Intelligenza Emotiva: 5 Abilità

  • Autoconsapevolezza delle proprie emozioni. Quella capacità di riconoscere i sentimenti e per farlo è necessario riconoscere ed identificare le proprie emozioni, rendersi conto e capire la presenza di altri stati d’animo ed emozioni differenti dalle nostre, ma soprattutto essere consapevoli degli eventi che ci accadono attorno e dei pensieri che facciamo su di essi.

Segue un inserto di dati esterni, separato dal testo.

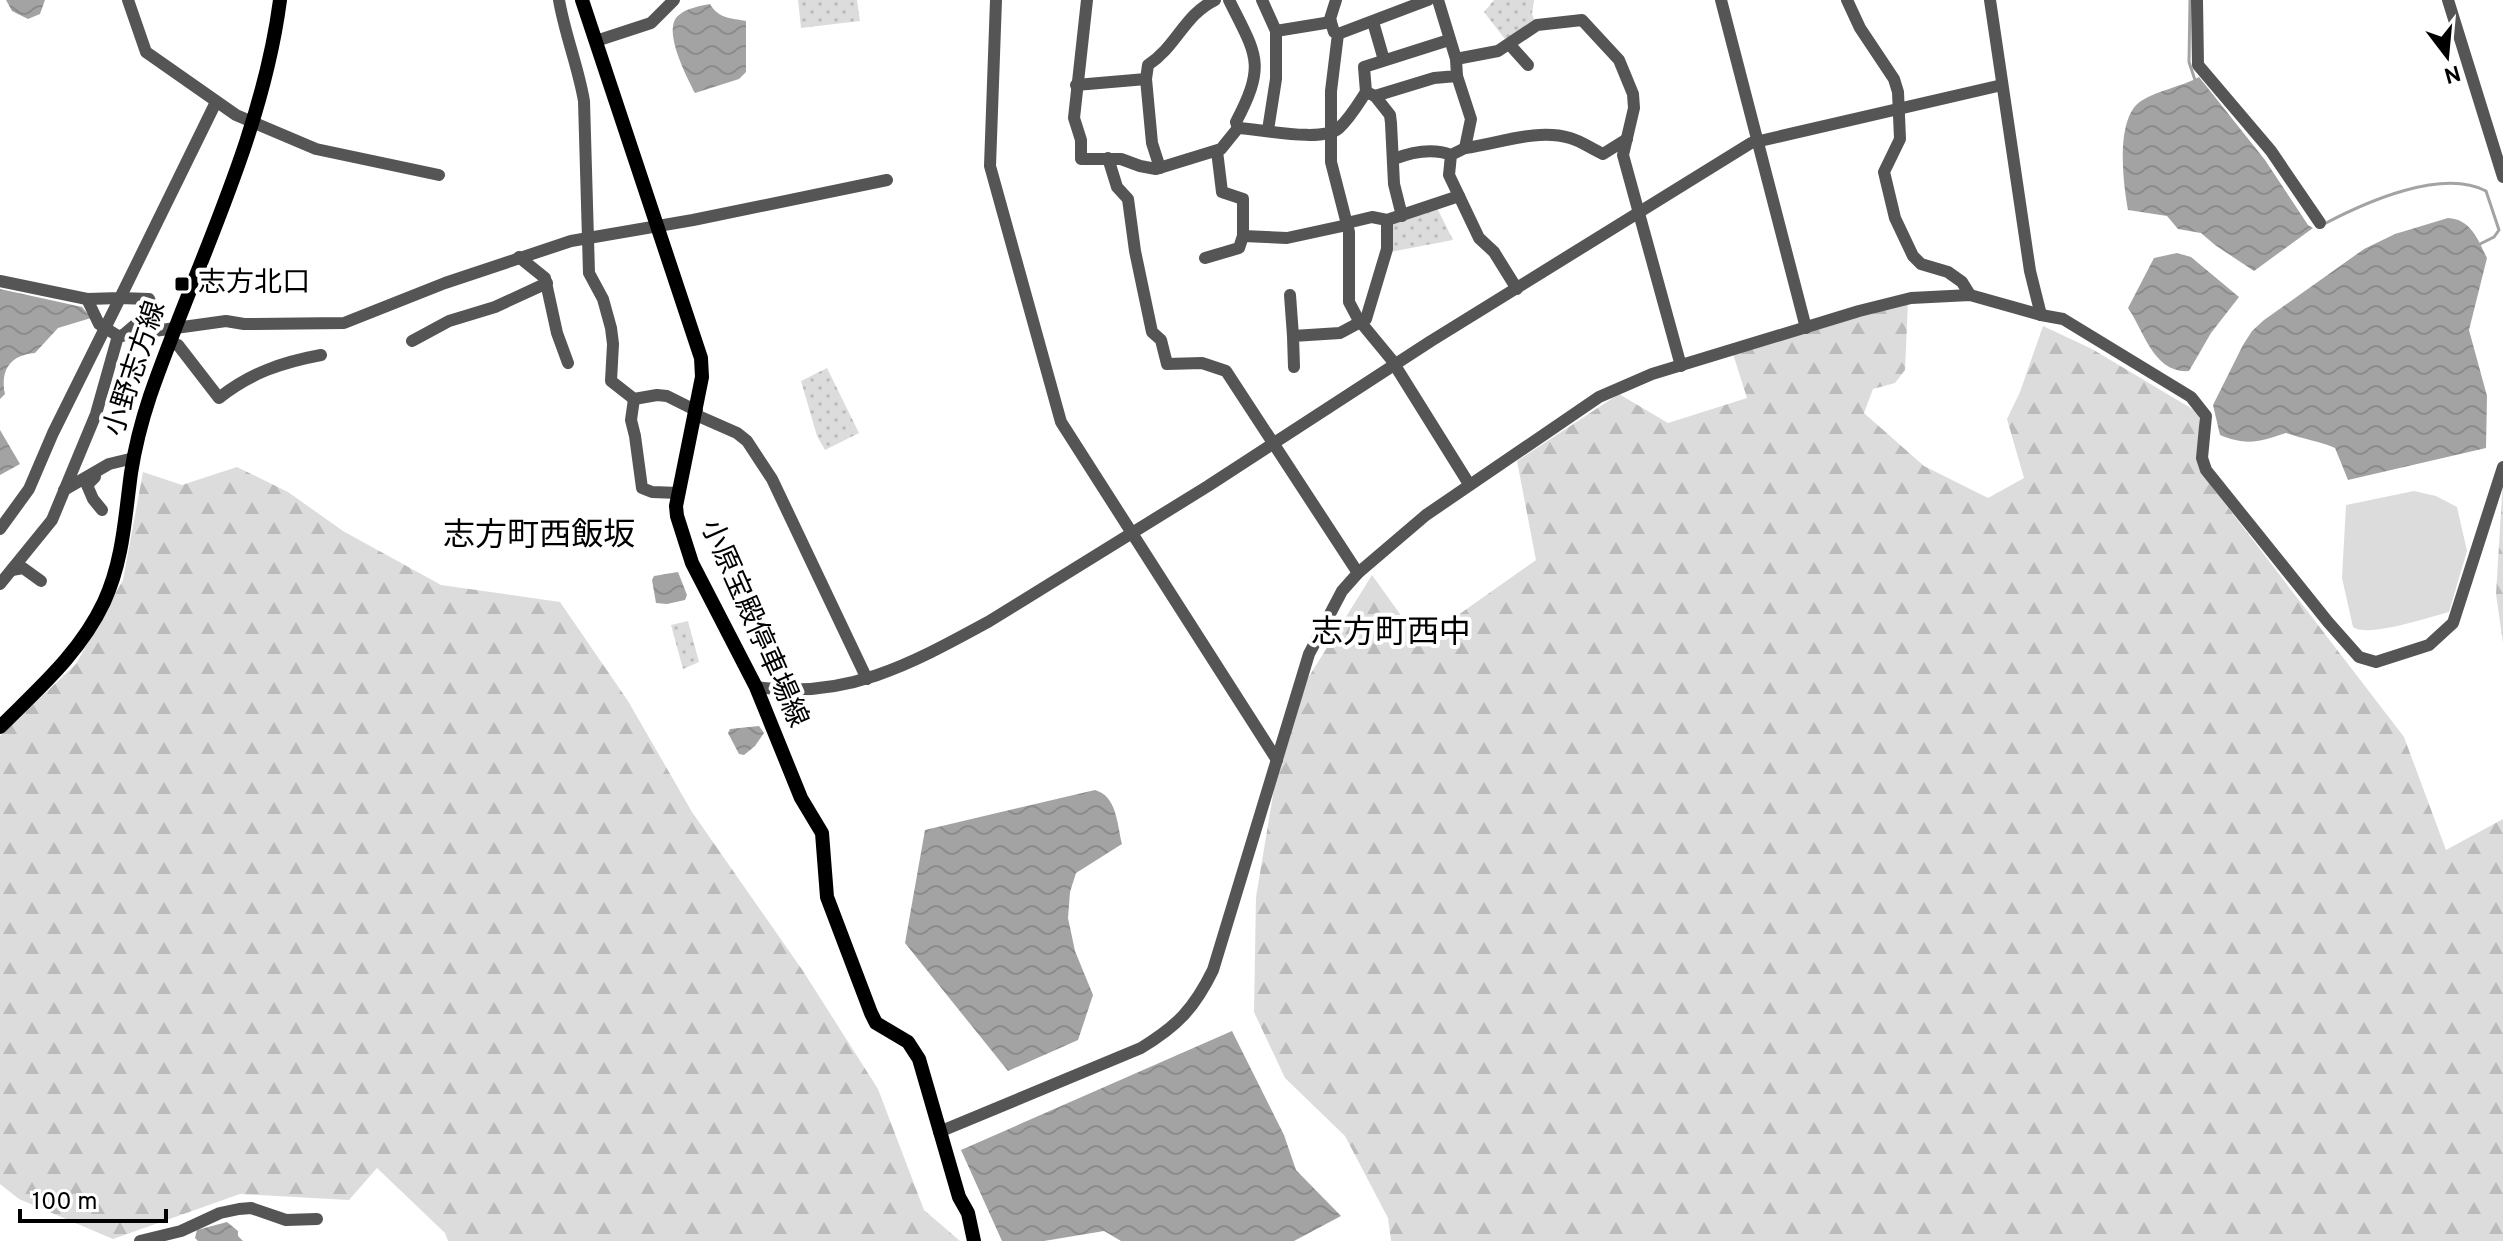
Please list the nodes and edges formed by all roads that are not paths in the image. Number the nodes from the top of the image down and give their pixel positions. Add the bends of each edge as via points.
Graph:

  • Controllo delle proprie emozioni. La capacità di autocontrollarsi e gestire le proprie emozioni. Dato che non possiamo controllare il momento in cui verremo assaliti dalle emozioni, è importante saper controllare la propria durata e intensità. Bisogna essere quindi in grado di saper tranquillizzare sé stessi e aumentare la propria capacità di resistenza. Questo lo si può fare solo quando c’è un apertura mentale, un volersi fermare nella situazione e provarla a guardare con gli occhi dell’altro e con le sue ragioni.
  • Auto-motivazione. La capacità di saper ritardare la gratificazione e reprimere i propri impulsi.
  • Consapevolezza sociale. Il riconoscere le emozioni altrui e per farlo entra in gioco il principio dell’empatia. Essa è la capacità di sentire l’altro, in modo tale da accogliere il suo dolore e le sue gioie. Per riconoscere le emozioni dell’altro è necessario sapersi decentrare in modo da poter vedere con occhi diversi la situazione. (Talvolta una mancanza di empatia può essere alla base di episodi di bullismo).
  • Intelligenza sociale. Include la gestione efficace delle relazioni tramite lo stile comunicativo assertivo e la gestione dei conflitti. Lo stile comunicativo assertivo è una relazione con gli altri che permette di esprimere la propria opinione e affermare i propri obiettivi, senza prevaricazione dell’interlocutore.